Microtiter plate–binding assay
The experimental details of this binding assay have been described previously (Rezniczek et al., 2004). In brief, proteins immobilized on microtiter plates were overlaid with Eu3+-labeled proteins in solution at different concentrations. After washing, the amounts of proteins bound were determined by measuring Eu3+ fluorescence in comparison with a standard.
Online supplemental material
Fig. S1 shows the binding data (blot overlay assays) summarized in the table in Fig. 4 B as well as additional microtiter plate–binding data. Fig. S2 shows immunofluorescence images of tissue sections from wild-type and mdx/utr−/− mice coimmunolabeled with antibodies to plectin and βDG as well as immunoblots of wild-type and mdx/utr−/− muscle lysates using primary antibodies to plectin, dystrophin, utrophin, and βDG.
We thank U. Mayer for providing antibodies to integrin α7B.

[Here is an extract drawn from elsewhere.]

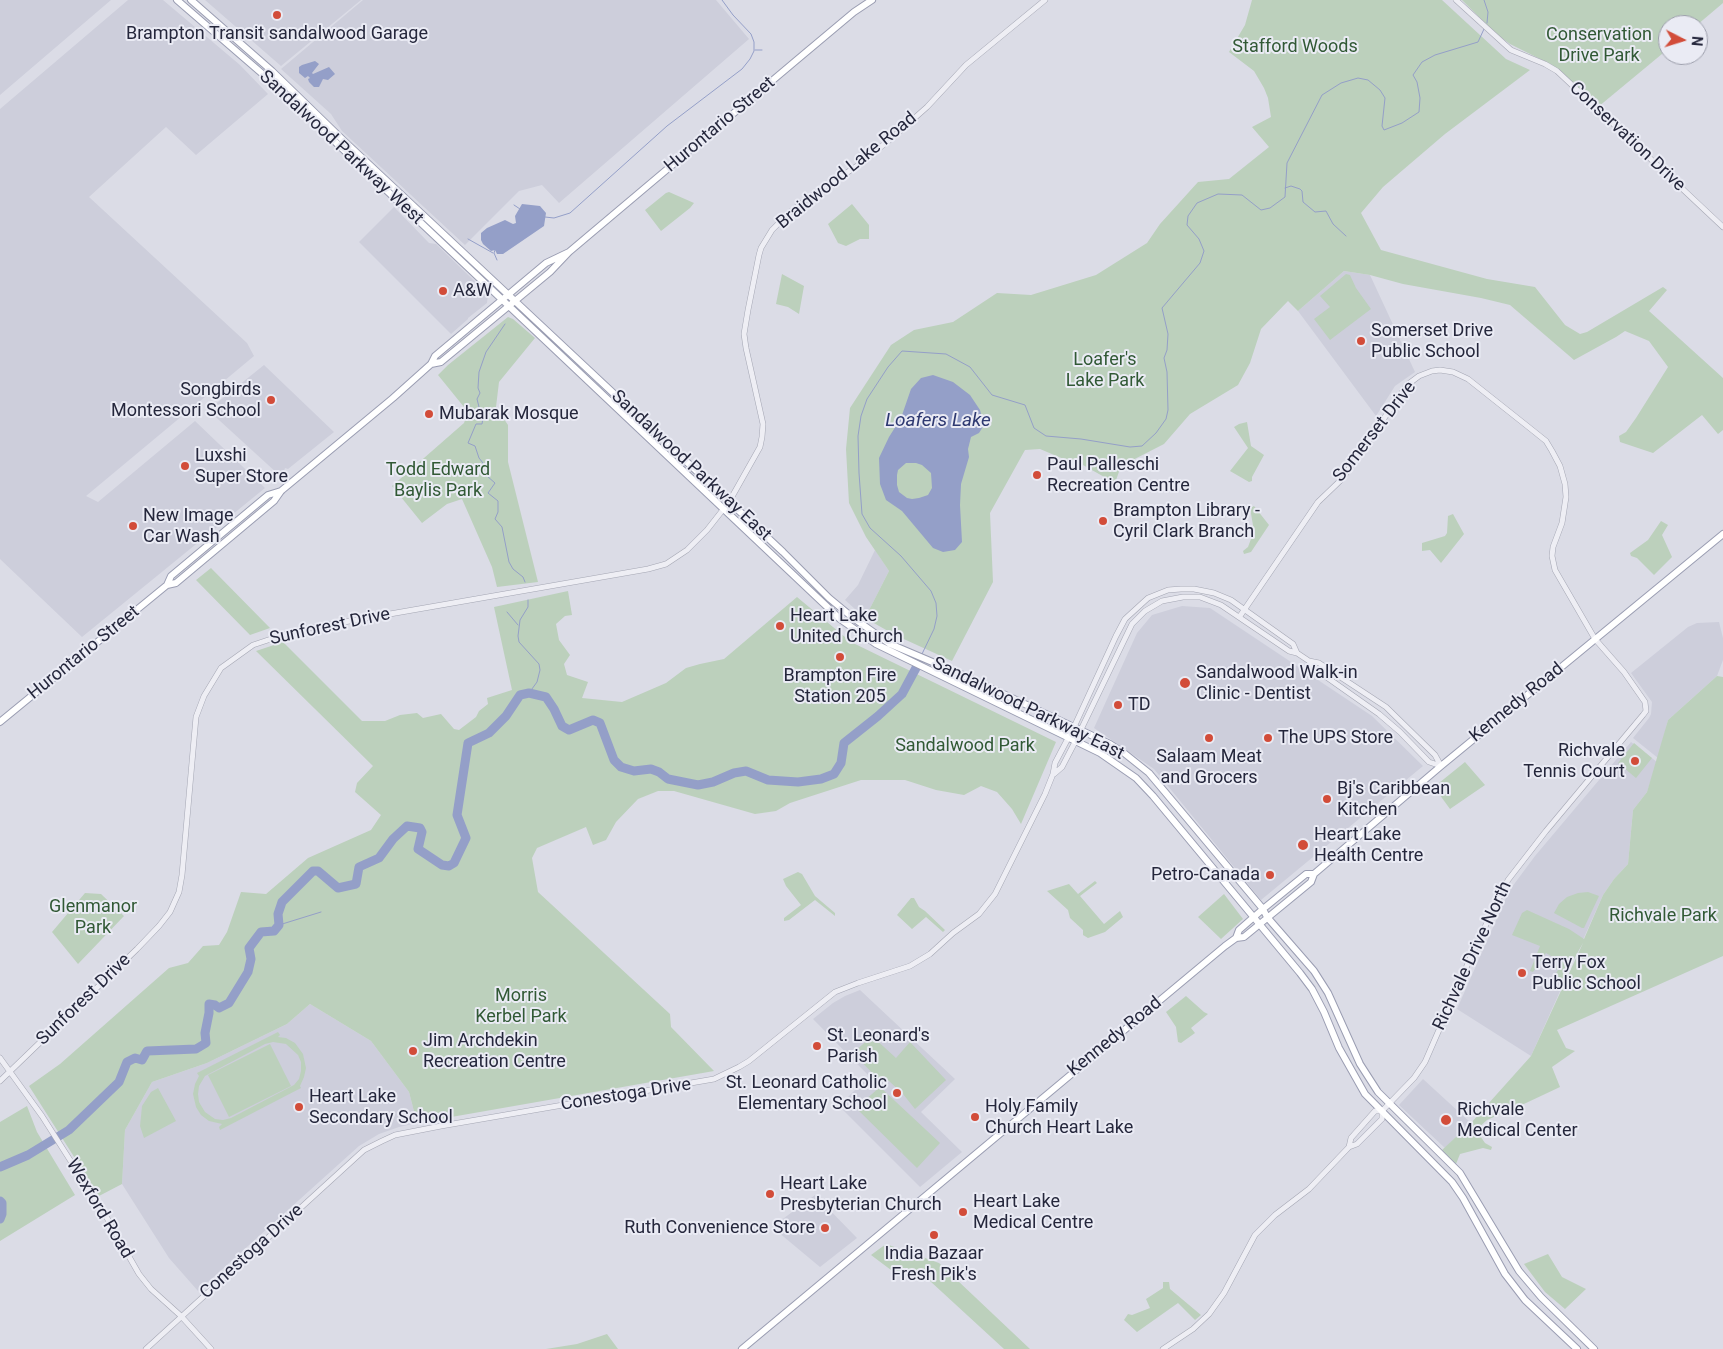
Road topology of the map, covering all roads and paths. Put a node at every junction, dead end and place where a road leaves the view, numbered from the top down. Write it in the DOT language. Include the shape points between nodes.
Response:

This work was supported by the Austrian Science Research Fund grant P17862-B09 (to G. Wiche) and the Wellcome Trust Research Career Development award 042180 (to S.J. Winder).
Abbreviations used in this paper: ABD, actin-binding domain; βDG, β-dystroglycan; DGC, dystrophin–glycoprotein complex; DMD, Duchenne MD; EDL, extensor digitorum longus; IB, immunoblotting; IF, intermediate filament; IFM, immunofluorescence microscopy; IP, immunoprecipitation; MD, muscular dystrophy; MyHC, myosin heavy chain.